CFD-DEM simulation of sand erosion into defective gravity pipes under constant groundwater table

Abstract

As sewer pipes age, cracks and other forms of structural damage may develop leading to soil infiltration into the pipes that can cause sinkholes and damage the overlying roads and moving vehicles. The fluctuations in the groundwater table following snow melt or heavy rainfall events can exacerbate soil erosion posing risk to the surrounding infrastructure. To understand and adequately characterize erosion in such cases, microscale analysis of both sand and water is needed to resolve the complex interactions around the pipe defects. In this study, a detailed numerical investigation is carried out using a series of coupled Computational Fluid Dynamics-Discrete Element method (CFD-DEM) simulations to evaluate the effects of groundwater table, crack size, defect angle, and the height of sand fill above the pipe on erosion. It is found that raising the groundwater table accelerates erosion only to a certain limit, above which, raising the groundwater level does not have a tangible effect on erosion.

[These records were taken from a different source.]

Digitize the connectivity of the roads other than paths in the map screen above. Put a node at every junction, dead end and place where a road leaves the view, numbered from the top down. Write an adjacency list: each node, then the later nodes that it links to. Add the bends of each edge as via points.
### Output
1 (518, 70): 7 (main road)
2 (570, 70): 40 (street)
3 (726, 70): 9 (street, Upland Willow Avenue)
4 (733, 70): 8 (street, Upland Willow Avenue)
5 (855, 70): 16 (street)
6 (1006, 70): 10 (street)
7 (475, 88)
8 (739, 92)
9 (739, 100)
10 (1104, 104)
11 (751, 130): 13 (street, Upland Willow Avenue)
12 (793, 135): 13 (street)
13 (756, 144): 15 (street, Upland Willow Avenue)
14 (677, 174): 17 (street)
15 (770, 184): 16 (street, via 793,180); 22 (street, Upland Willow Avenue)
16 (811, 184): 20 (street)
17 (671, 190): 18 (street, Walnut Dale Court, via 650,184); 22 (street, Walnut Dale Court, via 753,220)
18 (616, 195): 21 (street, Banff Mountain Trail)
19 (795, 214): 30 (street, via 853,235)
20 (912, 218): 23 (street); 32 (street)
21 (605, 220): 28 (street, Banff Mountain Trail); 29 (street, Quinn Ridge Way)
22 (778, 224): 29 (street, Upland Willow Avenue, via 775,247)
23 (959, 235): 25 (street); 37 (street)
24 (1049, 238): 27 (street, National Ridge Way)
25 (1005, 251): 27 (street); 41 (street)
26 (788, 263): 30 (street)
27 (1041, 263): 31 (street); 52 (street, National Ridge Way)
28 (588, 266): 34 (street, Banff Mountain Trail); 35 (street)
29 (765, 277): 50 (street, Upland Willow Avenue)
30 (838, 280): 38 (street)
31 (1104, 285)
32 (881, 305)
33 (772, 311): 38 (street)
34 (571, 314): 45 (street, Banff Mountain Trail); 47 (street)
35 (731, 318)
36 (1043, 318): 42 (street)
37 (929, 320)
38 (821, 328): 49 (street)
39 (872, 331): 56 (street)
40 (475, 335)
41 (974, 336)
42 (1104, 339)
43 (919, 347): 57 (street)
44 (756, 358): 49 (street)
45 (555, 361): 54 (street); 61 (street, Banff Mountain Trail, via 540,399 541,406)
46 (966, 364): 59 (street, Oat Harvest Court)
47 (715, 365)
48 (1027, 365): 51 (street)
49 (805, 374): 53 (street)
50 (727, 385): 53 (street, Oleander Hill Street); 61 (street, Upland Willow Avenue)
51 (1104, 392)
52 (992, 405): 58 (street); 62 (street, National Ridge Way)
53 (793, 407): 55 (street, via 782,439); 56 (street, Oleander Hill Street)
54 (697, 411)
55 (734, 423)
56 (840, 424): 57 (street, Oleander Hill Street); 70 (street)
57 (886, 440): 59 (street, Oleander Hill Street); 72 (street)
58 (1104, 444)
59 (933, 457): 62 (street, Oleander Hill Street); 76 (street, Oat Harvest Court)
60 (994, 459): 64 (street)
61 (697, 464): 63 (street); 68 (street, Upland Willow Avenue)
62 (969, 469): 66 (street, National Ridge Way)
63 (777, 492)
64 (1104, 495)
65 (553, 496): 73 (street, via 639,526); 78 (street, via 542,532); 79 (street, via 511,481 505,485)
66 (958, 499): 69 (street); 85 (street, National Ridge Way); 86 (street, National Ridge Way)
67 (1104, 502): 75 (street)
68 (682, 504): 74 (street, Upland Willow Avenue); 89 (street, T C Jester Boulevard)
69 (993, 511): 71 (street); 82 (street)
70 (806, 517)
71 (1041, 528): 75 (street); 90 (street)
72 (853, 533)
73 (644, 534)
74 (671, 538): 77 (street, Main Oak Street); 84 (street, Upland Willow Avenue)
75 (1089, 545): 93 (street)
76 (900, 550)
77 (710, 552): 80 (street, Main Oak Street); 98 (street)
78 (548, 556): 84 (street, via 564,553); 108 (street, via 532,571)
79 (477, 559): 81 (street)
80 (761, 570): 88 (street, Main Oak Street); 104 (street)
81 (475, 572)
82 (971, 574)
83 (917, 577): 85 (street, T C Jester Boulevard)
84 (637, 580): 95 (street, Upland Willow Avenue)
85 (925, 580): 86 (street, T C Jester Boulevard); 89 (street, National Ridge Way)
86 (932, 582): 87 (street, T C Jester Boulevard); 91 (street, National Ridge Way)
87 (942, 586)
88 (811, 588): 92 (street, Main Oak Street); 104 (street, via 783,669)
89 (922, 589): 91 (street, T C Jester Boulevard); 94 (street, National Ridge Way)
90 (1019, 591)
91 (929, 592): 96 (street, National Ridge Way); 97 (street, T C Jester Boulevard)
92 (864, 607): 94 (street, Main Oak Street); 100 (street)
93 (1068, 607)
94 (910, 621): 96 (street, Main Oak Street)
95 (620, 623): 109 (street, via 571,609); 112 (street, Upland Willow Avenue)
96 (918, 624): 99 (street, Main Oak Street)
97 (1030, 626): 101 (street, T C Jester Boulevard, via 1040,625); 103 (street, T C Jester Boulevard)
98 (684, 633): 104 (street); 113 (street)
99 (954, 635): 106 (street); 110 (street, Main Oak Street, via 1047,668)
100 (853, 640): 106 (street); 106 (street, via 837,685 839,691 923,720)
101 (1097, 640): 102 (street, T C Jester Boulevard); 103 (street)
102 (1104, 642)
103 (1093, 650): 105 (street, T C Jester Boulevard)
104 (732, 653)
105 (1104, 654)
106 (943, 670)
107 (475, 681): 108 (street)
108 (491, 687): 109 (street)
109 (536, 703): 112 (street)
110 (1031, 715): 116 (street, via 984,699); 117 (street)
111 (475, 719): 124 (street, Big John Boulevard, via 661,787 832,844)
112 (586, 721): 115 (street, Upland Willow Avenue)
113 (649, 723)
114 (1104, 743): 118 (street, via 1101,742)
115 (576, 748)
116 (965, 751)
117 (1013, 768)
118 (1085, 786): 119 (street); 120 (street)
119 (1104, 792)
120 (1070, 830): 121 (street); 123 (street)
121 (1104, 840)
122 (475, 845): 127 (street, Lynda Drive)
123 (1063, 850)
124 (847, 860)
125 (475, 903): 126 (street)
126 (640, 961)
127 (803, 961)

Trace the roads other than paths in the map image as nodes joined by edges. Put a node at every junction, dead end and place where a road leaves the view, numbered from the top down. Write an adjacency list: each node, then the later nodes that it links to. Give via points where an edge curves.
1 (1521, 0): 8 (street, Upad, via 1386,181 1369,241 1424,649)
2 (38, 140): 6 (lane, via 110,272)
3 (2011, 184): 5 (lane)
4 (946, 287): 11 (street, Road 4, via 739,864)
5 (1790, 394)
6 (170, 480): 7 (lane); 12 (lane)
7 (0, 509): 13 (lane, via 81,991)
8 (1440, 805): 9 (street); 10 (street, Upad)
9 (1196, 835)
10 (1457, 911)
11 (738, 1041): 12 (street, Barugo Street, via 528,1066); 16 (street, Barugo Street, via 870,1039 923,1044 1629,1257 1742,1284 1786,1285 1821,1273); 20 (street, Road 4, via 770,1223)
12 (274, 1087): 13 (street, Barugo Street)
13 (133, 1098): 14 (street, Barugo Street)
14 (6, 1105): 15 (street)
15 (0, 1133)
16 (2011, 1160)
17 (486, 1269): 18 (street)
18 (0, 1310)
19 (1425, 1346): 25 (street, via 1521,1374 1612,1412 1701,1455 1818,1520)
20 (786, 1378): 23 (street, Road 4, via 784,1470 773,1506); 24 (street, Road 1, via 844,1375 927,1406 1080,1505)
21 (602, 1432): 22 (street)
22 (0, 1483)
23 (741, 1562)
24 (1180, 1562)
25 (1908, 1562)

This helps explain some of the misunderstandings reported in previous investigations regarding the effect of water level on the rate of erosion. With respect to the location of defects, it was found that, when groundwater is involved, the erosion rate is fastest when the defect is located at the pipe crown. However, inclined defects ultimately resulted in a larger spatial extent of eroded mass. In addition, the thickness of the sand fill above the pipe was found to have little effect on the rate of erosion as a freefall arch regime was dominant in all simulations. Finally, simplified relationships were developed for estimating the total eroded mass for given sand properties, defect geometry, and location of the groundwater table.